[Records drawn from a dataset]
_ _ _ _
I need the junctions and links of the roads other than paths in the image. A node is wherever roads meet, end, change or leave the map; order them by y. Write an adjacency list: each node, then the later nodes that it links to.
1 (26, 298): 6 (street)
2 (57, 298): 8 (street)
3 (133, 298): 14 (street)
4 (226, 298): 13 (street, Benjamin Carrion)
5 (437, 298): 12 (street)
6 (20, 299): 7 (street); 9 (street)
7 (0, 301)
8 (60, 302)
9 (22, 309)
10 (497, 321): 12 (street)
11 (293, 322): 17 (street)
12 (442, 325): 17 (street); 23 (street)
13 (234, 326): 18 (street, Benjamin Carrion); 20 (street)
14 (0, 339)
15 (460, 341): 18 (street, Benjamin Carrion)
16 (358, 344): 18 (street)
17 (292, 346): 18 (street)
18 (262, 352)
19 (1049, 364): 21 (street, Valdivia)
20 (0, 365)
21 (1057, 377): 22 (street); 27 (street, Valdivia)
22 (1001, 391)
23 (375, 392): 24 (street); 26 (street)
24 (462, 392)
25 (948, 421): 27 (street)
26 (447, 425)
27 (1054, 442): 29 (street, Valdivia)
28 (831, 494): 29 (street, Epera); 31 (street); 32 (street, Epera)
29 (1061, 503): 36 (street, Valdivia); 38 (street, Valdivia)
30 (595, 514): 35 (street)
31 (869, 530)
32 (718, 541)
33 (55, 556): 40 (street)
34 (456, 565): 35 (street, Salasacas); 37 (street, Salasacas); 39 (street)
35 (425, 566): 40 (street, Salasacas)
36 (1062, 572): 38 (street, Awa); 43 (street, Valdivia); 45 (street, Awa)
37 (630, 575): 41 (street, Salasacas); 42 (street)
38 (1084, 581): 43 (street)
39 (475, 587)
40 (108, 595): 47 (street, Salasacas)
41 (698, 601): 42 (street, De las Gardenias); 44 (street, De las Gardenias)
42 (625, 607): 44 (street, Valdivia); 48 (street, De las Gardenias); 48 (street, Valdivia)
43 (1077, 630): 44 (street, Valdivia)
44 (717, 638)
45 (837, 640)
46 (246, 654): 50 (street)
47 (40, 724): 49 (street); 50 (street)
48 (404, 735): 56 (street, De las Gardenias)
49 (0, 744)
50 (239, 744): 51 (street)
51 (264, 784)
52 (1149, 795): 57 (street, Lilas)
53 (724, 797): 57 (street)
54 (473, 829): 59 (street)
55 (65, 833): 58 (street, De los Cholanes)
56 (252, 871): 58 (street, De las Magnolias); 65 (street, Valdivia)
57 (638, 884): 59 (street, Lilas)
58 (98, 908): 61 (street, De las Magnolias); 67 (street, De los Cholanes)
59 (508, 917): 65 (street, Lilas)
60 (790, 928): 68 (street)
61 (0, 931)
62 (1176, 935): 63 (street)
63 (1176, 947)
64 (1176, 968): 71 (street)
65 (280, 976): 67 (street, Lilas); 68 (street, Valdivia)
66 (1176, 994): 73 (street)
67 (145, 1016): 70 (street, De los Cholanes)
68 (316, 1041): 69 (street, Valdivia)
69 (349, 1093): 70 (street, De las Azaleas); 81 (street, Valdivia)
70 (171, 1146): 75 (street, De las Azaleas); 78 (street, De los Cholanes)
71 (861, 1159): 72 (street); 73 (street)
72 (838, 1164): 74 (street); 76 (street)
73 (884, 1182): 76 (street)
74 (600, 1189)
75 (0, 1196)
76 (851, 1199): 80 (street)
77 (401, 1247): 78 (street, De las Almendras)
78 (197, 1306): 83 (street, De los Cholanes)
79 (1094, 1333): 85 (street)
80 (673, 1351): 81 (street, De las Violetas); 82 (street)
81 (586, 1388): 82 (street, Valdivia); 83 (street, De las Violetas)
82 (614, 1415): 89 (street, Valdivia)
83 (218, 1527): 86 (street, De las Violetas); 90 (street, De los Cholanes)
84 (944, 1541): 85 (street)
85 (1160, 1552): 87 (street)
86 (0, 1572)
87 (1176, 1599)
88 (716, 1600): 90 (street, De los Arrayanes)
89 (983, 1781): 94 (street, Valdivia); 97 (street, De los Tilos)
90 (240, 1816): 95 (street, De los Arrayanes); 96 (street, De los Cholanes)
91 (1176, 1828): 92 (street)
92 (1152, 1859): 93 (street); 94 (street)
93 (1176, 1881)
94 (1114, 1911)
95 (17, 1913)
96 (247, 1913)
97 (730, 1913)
_ _ _ _
Activity
Go line by line through the data and copy any that contain "Cholanes".

Written answer
55 (65, 833): 58 (street, De los Cholanes)
58 (98, 908): 61 (street, De las Magnolias); 67 (street, De los Cholanes)
67 (145, 1016): 70 (street, De los Cholanes)
70 (171, 1146): 75 (street, De las Azaleas); 78 (street, De los Cholanes)
78 (197, 1306): 83 (street, De los Cholanes)
83 (218, 1527): 86 (street, De las Violetas); 90 (street, De los Cholanes)
90 (240, 1816): 95 (street, De los Arrayanes); 96 (street, De los Cholanes)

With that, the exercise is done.